No, the angels get it right again.  On earth, peace!  Isn’t that what Isaiah said, too?  “To us a child is born, to us a Son is given…and his name shall be called Prince of Peace… Of the increase of his government and peace there will be no end.”  “Peace came to earth at last that chosen night,” so we’ll sing in just a moment.  Peace was born – a real end of hostilities between God and man, because now God is man, which makes Christ the perfect Mediator between God and man.  Outside of Christ, apart from him, there is no peace.  But for all who trust in his peacemaking mission, heaven is open! God is reconciled in this child who has been born.

He also gives the peace of love between angels and people.  Listen to them sing, “And on earth, peace!”  Now reconciled to God through Christ, we are reconciled also to his holy angels, our dearest friends and protectors.  Now reconciled to God through Christ, we have peace on earth even with fellow believers.  And why not? We fight with one another when one has something the other doesn’t have. But God makes it simple. He takes our own righteousness away from every single one of us so that we see: all of us alike have nothing. We come to the table with nothing, nothing but sin and shame. But Christ is born to each of us alike – not more for one or less for another. All who trust in him are covered equally with his righteousness. There is no more reason for hostilities among us, no more reason for boasting or for pride, for we are nothing. Christ is everything. There is peace on earth among those who trust in Him.

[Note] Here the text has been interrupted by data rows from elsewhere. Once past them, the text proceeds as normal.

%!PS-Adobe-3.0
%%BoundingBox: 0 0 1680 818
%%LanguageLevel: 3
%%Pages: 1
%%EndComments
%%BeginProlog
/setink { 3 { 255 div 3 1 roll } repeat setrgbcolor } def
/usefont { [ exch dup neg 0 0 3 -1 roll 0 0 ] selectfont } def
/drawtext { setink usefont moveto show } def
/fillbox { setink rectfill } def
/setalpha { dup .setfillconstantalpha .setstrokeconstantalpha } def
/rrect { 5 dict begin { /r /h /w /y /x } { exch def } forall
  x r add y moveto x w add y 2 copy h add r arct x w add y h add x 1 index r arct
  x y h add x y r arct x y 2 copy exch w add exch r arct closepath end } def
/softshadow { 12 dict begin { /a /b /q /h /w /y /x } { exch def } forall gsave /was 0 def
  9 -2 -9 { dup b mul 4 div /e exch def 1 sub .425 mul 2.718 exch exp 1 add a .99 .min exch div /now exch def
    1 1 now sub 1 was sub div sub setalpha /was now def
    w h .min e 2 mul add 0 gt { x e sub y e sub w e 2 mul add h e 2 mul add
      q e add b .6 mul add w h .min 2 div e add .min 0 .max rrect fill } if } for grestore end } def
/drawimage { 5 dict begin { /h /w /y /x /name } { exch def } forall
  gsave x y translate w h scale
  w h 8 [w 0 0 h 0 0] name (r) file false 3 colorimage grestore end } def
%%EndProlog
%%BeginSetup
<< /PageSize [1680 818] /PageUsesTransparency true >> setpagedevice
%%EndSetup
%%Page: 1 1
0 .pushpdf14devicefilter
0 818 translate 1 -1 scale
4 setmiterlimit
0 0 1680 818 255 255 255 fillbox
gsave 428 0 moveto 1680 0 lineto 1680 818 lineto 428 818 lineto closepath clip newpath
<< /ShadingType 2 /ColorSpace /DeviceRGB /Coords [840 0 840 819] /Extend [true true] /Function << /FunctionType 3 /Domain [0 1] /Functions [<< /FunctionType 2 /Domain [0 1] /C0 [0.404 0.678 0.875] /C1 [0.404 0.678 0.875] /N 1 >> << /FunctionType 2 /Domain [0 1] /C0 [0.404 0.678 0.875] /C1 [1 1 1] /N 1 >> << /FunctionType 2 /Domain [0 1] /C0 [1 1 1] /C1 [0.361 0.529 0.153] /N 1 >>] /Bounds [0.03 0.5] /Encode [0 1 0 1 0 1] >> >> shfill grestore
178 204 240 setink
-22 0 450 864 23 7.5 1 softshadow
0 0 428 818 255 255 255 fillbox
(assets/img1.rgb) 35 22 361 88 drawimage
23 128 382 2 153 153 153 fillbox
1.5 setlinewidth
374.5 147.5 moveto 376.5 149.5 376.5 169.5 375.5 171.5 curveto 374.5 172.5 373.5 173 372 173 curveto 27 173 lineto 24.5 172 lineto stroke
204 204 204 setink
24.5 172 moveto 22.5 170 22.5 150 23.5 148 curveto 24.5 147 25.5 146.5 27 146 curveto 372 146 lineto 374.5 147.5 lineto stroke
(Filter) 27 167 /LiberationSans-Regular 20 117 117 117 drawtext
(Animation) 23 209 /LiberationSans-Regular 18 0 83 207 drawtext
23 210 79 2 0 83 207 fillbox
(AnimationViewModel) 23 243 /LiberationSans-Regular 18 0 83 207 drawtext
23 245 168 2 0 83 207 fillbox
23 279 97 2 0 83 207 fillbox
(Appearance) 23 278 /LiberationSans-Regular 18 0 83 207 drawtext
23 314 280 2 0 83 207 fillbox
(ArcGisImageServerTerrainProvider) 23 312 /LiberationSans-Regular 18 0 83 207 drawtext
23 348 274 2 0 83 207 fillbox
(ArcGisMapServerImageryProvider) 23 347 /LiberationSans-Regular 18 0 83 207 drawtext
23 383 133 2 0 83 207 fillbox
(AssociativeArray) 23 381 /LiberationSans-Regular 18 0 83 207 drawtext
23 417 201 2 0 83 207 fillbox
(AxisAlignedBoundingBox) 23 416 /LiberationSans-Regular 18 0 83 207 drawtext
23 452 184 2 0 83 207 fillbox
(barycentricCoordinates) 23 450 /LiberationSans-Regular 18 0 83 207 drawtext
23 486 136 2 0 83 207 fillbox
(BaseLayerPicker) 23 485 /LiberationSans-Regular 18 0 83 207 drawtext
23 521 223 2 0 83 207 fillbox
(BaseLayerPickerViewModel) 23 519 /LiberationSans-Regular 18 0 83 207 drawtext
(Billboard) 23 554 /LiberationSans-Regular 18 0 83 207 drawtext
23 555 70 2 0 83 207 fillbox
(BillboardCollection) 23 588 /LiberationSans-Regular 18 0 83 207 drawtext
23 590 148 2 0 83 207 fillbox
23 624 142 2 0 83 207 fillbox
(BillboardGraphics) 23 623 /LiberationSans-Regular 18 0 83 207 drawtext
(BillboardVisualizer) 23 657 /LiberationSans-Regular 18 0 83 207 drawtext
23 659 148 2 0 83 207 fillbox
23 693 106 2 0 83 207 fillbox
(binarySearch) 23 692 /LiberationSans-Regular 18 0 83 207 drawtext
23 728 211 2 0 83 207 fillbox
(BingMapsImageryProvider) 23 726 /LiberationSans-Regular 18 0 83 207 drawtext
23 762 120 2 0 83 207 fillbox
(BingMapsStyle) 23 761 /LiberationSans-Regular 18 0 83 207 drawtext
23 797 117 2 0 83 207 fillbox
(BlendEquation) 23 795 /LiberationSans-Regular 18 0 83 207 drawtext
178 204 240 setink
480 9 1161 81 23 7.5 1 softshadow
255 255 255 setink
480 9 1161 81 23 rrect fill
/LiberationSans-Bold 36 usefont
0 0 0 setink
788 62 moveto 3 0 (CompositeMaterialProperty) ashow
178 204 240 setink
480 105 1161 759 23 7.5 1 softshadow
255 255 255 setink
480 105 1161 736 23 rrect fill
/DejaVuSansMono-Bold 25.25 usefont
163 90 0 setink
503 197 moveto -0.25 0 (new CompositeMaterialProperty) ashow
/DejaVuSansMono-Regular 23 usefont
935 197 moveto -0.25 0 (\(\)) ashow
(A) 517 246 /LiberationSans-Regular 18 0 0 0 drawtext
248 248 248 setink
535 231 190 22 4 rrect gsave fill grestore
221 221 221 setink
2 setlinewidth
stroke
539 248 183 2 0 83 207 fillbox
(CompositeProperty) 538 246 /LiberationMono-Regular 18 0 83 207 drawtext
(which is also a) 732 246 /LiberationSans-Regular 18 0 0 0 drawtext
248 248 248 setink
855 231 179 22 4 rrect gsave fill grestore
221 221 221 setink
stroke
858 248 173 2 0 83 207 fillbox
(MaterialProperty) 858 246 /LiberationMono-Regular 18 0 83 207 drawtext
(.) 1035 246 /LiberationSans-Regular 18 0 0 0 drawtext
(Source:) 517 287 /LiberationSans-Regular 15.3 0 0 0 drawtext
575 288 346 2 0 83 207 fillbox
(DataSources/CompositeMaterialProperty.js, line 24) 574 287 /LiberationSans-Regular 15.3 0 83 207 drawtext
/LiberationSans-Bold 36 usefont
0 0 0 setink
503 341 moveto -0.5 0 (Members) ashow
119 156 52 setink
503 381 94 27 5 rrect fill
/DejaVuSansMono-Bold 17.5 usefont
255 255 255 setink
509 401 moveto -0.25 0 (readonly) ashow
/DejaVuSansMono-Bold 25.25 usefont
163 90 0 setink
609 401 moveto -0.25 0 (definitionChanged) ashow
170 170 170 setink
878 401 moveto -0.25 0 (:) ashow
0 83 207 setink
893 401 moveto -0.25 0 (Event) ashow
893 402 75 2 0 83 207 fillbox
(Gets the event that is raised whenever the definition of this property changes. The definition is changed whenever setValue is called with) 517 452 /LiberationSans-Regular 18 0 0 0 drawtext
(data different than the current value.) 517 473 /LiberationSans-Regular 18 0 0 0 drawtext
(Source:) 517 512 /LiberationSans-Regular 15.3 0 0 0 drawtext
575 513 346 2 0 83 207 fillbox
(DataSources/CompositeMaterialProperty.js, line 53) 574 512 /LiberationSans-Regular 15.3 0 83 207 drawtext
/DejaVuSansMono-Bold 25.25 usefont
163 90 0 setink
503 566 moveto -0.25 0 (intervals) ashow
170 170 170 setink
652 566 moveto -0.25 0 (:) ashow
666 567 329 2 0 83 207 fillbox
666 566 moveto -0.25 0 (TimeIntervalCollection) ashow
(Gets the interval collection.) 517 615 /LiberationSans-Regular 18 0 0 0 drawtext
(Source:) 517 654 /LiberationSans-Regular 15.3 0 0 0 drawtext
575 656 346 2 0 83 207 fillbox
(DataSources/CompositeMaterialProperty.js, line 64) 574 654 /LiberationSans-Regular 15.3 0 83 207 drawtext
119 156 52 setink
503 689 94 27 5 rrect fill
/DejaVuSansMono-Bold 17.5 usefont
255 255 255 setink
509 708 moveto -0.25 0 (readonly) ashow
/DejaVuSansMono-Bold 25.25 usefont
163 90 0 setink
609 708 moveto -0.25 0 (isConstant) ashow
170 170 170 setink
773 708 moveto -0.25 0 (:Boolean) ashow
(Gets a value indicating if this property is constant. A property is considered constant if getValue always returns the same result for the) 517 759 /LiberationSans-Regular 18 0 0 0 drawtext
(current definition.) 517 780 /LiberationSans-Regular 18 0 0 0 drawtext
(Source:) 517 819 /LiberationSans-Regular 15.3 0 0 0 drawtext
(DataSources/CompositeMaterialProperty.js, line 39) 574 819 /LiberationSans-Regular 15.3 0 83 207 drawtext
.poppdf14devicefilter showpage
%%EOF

Peace on earth, the angels sing, and urge all men to receive God’s Christmas gift of peace in his Son.

Goodwill toward men.  The angels get it right.  Outside of Christ, God is pleased with no man.  But God’s goodwill extends toward all mankind when he gives his Son to all and says, “Here!  Here is peace!  Here is love and joy!  Here is my goodwill, not my anger or wrath or punishment! Only Fatherly care and forgiveness!  Look here, in the manger. See my goodwill toward you!  Repent of your sin and believe the good news that my herald angels have sung to you!”

Now, I ask you, if God’s holy angels sing for such joy at the birth of Christ, how much more reason do we have to sing for joy? The Son of God was not made an angel, not made one of them.  He was made man, made one of us.  The Son of God did not enter his creation to redeem angels from their sin. They have no sin.  He entered his creation to redeem fallen mankind – for us men and for our salvation. No angel can claim the Son of God as his brother.  But we can! You can!

And so the Church sings this Song of Advent very often, almost every Sunday and sometimes in between. A song sung once by angels to shepherds out in the fields, this song has been sung by the saints of God – by believers in Christ for nearly two thousand years – Gloria in Excelsis, Glory be to God on high, and on earth, peace, goodwill toward men. We praise you, we bless you, we worship you, we glorify you, we give thanks to you for your great glory, O Lord God, heavenly King, God the Father Almighty, and so on and so on and so on.  We’ll sing it tomorrow morning, in its regular place in the liturgy – but now with even greater understanding, with even deeper joy.  With joy in our hearts we’ve sung this song tonight many times, and we’ll go on singing it forever, this song of Advent, the song of the angels, the song of Christmas.  Amen.